Control-Flow Flattening
When to use it?
While reverse engineering a function, the control-flow graph is really important for as it provides information about the different conditions to reach the basic blocks of the function. In addition, the decompilation process relies – to some extend – on this control flow.
Let’s consider this function:
bool check_password(const char* passwd, size_t len) {
if (len != 5) {
return false;
}
if (passwd[0] == 'O') {
if (passwd[1] == 'M') {
if (passwd[2] == 'V') {
if (passwd[3] == 'L') {
if (passwd[4] == 'L') {
return true;
}
}
}
}
}
return false;
}
When the function is compiled, we can observe the following graphs in the reverse engineering tools:
We can clearly identify both: the conditions and how the sequence of the basic block is driven. By using the control-flow flattening protection, the (basic) blocks a wrapped in a kind of switch-case:
bool check_password(const char* passwd, size_t len) {
state_t state;
switch (ENC(state)) {
case 0xedf34:
state = (len != 5) ? 0x48179 : 0xd51b;
break;
case 0xedf34:
state = (passwd[0] == 'O') ? 0x48179 : 0xd51b;
break;
case 0xedf34:
state = (passwd[0] == 'O') ? 0x48179 : 0xd51b;
break;
...
case XXX: return true;
case XXX: return false;
}
}
From this previous code, we could – with some effort – recover the semantic of the original function but when a reverse engineer has to deal with this protection on a large function, it’s a static pain. In the following slider, you can observe the effect of this pass on the control-flow graph:
Consequently, if the overall logic of the function is sensitive, you should enable this pass.
How to use it?
In the O-MVLL configuration file, you must define the following method in the Python class implementing
omvll.ObfuscationConfig
:
def flatten_cfg(self, mod: omvll.Module, func: omvll.Function):
if func.name == "check_password":
return True
return False
Implementation
This pass was already present in the original O-LLVM project (Obfuscation/Flattening.cpp), but we did some improvements.

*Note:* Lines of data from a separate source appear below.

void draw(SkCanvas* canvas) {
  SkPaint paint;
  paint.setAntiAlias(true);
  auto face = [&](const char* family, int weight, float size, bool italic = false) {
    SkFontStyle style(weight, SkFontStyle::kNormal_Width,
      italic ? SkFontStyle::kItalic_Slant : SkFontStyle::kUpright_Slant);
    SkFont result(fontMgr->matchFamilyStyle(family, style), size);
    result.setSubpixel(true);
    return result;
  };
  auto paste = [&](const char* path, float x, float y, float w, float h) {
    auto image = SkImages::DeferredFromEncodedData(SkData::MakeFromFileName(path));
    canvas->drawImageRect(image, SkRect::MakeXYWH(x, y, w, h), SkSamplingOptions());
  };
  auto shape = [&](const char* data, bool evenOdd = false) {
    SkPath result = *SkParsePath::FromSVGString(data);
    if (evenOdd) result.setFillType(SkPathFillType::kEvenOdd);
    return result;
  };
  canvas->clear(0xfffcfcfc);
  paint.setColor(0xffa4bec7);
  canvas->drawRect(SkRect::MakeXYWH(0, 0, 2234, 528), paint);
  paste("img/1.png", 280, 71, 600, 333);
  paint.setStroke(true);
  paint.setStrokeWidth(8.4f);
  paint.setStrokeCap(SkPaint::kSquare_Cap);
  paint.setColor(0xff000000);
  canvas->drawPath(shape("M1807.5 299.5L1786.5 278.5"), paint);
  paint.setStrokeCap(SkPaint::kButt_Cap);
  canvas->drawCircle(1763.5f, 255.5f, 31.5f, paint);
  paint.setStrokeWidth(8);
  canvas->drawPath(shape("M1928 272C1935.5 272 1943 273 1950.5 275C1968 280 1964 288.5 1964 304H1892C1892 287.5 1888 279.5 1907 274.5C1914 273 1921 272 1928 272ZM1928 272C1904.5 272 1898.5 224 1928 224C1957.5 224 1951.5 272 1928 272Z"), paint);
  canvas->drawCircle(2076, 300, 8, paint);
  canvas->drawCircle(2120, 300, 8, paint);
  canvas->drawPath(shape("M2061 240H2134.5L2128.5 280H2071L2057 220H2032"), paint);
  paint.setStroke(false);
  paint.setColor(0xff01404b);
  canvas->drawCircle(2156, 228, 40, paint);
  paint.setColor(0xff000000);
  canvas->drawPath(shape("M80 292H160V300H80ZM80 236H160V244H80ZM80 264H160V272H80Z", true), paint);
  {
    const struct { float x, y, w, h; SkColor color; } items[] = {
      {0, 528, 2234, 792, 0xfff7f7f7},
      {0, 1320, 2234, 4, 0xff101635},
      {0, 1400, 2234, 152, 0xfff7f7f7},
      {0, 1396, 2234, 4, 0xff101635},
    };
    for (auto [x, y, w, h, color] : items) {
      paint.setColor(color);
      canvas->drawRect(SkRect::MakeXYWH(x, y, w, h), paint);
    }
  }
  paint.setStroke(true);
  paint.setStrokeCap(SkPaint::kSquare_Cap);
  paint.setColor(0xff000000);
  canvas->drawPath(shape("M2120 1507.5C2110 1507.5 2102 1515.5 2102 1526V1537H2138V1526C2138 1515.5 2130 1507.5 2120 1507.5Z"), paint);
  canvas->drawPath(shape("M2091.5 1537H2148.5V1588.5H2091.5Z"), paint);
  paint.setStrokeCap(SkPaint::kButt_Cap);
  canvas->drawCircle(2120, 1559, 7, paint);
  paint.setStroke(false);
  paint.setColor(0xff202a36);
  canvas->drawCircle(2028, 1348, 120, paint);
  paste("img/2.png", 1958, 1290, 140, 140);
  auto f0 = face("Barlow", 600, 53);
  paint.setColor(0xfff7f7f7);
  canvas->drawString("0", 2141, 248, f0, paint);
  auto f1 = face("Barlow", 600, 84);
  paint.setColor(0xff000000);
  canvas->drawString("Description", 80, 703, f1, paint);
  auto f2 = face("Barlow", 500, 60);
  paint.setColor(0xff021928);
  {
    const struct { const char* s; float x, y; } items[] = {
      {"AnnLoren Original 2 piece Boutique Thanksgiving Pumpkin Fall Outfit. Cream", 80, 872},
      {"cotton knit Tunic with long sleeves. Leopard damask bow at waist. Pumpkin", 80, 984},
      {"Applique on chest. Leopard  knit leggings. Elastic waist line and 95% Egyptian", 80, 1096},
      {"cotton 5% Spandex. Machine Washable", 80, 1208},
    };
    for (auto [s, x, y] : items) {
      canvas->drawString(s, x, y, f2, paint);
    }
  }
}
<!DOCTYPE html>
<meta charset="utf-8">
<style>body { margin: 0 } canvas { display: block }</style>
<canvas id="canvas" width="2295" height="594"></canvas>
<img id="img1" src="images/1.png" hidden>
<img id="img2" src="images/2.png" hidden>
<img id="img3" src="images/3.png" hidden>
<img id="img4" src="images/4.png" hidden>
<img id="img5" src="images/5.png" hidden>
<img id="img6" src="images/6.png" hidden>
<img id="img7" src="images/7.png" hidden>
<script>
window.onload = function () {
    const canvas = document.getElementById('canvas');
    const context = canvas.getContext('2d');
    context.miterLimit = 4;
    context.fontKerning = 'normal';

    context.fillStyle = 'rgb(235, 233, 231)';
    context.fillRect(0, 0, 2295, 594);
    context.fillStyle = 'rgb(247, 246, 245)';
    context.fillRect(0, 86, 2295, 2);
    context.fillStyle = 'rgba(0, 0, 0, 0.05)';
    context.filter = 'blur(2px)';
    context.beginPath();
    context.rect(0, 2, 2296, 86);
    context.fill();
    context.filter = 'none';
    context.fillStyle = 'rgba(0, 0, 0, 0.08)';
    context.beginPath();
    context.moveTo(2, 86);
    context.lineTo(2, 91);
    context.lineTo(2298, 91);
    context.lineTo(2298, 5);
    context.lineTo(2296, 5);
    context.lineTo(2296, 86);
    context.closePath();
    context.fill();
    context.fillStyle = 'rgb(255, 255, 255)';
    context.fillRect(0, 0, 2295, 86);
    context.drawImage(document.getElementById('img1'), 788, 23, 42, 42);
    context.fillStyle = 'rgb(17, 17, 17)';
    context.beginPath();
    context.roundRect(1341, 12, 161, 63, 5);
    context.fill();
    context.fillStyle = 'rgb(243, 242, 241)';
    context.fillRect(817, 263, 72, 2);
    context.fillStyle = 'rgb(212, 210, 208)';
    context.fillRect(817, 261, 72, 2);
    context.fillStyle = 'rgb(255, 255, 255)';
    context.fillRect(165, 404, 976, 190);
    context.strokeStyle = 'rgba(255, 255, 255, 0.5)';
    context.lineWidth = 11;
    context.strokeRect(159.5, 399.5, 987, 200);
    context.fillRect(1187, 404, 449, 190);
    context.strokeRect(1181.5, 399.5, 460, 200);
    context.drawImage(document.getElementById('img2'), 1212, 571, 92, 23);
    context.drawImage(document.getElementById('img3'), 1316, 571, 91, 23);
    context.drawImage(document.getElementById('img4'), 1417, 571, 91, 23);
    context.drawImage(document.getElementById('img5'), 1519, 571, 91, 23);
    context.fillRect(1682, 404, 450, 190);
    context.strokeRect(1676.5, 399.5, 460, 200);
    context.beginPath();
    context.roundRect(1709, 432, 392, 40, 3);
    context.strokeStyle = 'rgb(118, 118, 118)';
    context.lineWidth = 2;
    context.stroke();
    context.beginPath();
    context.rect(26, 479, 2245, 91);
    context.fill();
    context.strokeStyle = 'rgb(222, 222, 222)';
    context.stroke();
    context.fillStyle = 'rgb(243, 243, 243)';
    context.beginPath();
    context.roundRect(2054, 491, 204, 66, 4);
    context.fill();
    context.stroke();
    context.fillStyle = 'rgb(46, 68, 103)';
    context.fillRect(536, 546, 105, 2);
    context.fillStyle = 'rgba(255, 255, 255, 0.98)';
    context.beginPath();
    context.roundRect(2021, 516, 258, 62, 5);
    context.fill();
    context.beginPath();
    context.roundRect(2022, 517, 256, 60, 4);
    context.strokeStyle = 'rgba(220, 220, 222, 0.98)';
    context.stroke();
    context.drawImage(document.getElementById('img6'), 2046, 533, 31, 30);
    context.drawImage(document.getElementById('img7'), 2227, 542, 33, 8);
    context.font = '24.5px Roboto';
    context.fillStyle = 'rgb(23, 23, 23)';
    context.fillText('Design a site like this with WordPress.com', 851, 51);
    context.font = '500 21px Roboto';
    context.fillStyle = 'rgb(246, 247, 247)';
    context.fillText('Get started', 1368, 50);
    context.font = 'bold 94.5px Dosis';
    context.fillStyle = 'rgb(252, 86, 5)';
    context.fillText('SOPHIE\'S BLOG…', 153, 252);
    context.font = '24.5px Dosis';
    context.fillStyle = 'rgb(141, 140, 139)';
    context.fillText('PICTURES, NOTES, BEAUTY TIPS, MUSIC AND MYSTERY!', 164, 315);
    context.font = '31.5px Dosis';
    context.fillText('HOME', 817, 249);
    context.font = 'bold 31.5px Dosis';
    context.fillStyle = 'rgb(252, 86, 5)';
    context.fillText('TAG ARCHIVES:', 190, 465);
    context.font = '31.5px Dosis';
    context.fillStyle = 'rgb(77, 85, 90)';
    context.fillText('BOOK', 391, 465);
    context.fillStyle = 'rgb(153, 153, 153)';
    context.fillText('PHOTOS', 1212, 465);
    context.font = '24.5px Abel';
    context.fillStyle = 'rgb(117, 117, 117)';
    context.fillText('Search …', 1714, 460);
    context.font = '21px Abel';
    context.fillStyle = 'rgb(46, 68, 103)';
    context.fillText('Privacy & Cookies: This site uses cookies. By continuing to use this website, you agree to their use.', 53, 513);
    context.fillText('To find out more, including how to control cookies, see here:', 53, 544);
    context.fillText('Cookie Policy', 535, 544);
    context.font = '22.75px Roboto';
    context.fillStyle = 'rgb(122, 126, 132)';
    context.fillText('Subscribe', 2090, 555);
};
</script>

First, the next state to execute is determined by a random identifier (like in O-LLVM) but also by an encoding function. In the original implementation of O-LLVM, we have this kind of transformation:
switch (state) {
case 0xedf34: state = 0x48179;
case 0x48179: state = ...;
}
In the O-MVLL implementation, we added an encoding on the state variable:
switch (Encoding(state)) {
case 0xedf34: state = 0xaaaa;
case 0x48179: state = ...;
}
This additional encoding is used to hinder a static identification of the next states of a basic block. It also hinders attacks which would consist in tracing the memory writes accesses on the state variable. This encoding is not a very strong additional protection but it introduces overhead for the reverse engineer .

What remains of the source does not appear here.